I’ll never forget the look he gave me when he saw a larger me at the train station. All because I gained weight.
It began with a text. He needed an hour to talk about some “serious things” impacting “our future.”
I was nervous. For an entire year, I had hoped he would make a commitment. If truth be told, I wasn’t mentally ready to give up my job, friends and nearby family. I stalled but ultimately caved in.
What he actually had to say was much different than I had originally anticipated.
“I’m still in love with you,” he said. “But I have to be honest – the weight you’ve put on in the last couple of months is making it hard for me to be monogamous.”
I almost died.
“I can’t see us being exclusive because I need to feel extremely attracted to a guy for that to happen,” he continued. “I’ve been struggling with how to tell you this and decided it was just best to come right out with it.”
I can honestly say I never felt as ugly and unattractive in my entire life. My boyfriend had basically just called me fat. In the process, he obliterated our relationship.
Before we had met, I did what a lot of gay men do and created an online dating profile with the hopes of meeting someone new. After a number of good and bad experiences, I thought I had finally found someone who could be a keeper.

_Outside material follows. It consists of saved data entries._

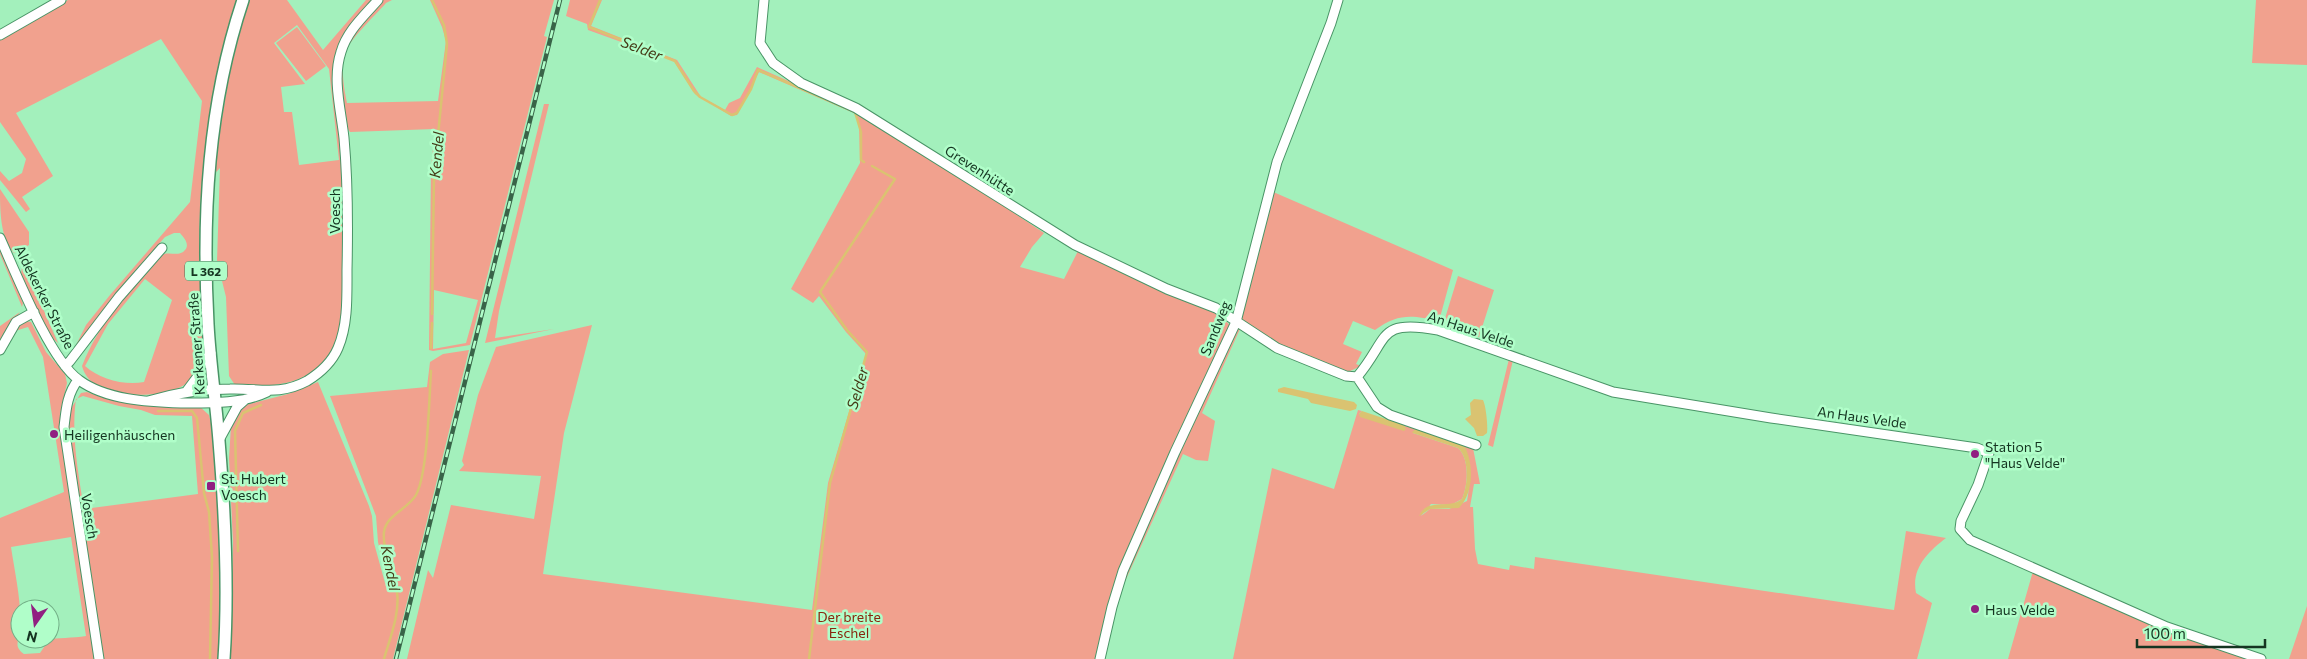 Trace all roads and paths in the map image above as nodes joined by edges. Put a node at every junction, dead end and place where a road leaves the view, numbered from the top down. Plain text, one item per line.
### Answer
1 (61, 0) edge
2 (243, 0) edge
3 (378, 0) edge
4 (764, 0) edge
5 (1338, 0) edge
6 (1, 34) edge
7 (0, 238) edge
8 (162, 248) dead end
9 (34, 312) junction
10 (1236, 322) junction
11 (0, 350) edge
12 (211, 353) junction
13 (65, 366) junction
14 (1357, 377) junction
15 (78, 380) junction
16 (214, 390) junction
17 (186, 392) junction
18 (267, 392) junction
19 (246, 398) junction
20 (148, 401) junction
21 (215, 402) junction
22 (219, 440) junction
23 (1476, 445) dead end
24 (99, 659) edge
25 (224, 659) edge
26 (1100, 659) edge
27 (2261, 659) edge

1 - 6 street
2 - 12 main road, Kerkener Straße / L 362
3 - 18 street, Voesch
4 - 10 street, Grevenhütte
5 - 10 street, Sandweg
7 - 9 street, Aldekerker Straße
8 - 13 street
9 - 11 street
9 - 13 street, Aldekerker Straße
10 - 14 street
10 - 26 street, Sandweg
12 - 16 main road, Kerkener Straße / L 362
12 - 17 street
13 - 15 street, Aldekerker Straße
14 - 23 street
14 - 27 street, An Haus Velde
15 - 20 street, Aldekerker Straße
15 - 24 street, Voesch
16 - 17 street, Voesch
16 - 18 street, Voesch
16 - 21 main road, Kerkener Straße / L 362
17 - 20 street, Voesch
18 - 19 street, Voesch
19 - 21 street, Voesch
19 - 22 street
20 - 21 street, Voesch
21 - 22 main road, Kerkener Straße / L 362
22 - 25 main road, Kerkener Straße / L 362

I connected with Dave on a number of levels. It seemed the two of us were on the same page emotionally, mentally and spiritually. He was bright, articulate, funny and charming.
No, I’m not saying he was perfect. But he did hit all of my buttons and I thought I did the same for him.
When we had sex, we both talked about how hot it was – even magical. It seemed like we both had known one another our whole lives. Isn’t that the way it is supposed to be when you meet your soulmate?
We chatted endlessly on video apps and it was no time before the two of us were making plans to meet, even though we were hundreds of miles apart. Let me tell you, those first few weekend visits were the stuff of fantasies, at least for me.
But then I got sent on a work assignment with my employer that caused me to be away for nearly three months. Without telling you who I work for, I can say that my job is in the news industry and I’m required to travel for extended periods of time. I’m behind the scenes just so you know – not on camera.
During those three months, I gained weight. Not a lot – just a few pounds. But I didn’t have the cut up body Dave was accustomed to.
We kept in touch during my time away and did things long distance couples do, like talk about daily events and on occasion, have cyber-sex. I should have known something was up when he said to me once: “Is that a little rolly polly I see?”
Once my time away had ended and I was free to go visit him. I had put on a total of seven pounds. It wasn’t the weight that was so bad but instead, the flabbiness.
When you’re traveling for work and with people all day long, it’s very difficult to get to a gym.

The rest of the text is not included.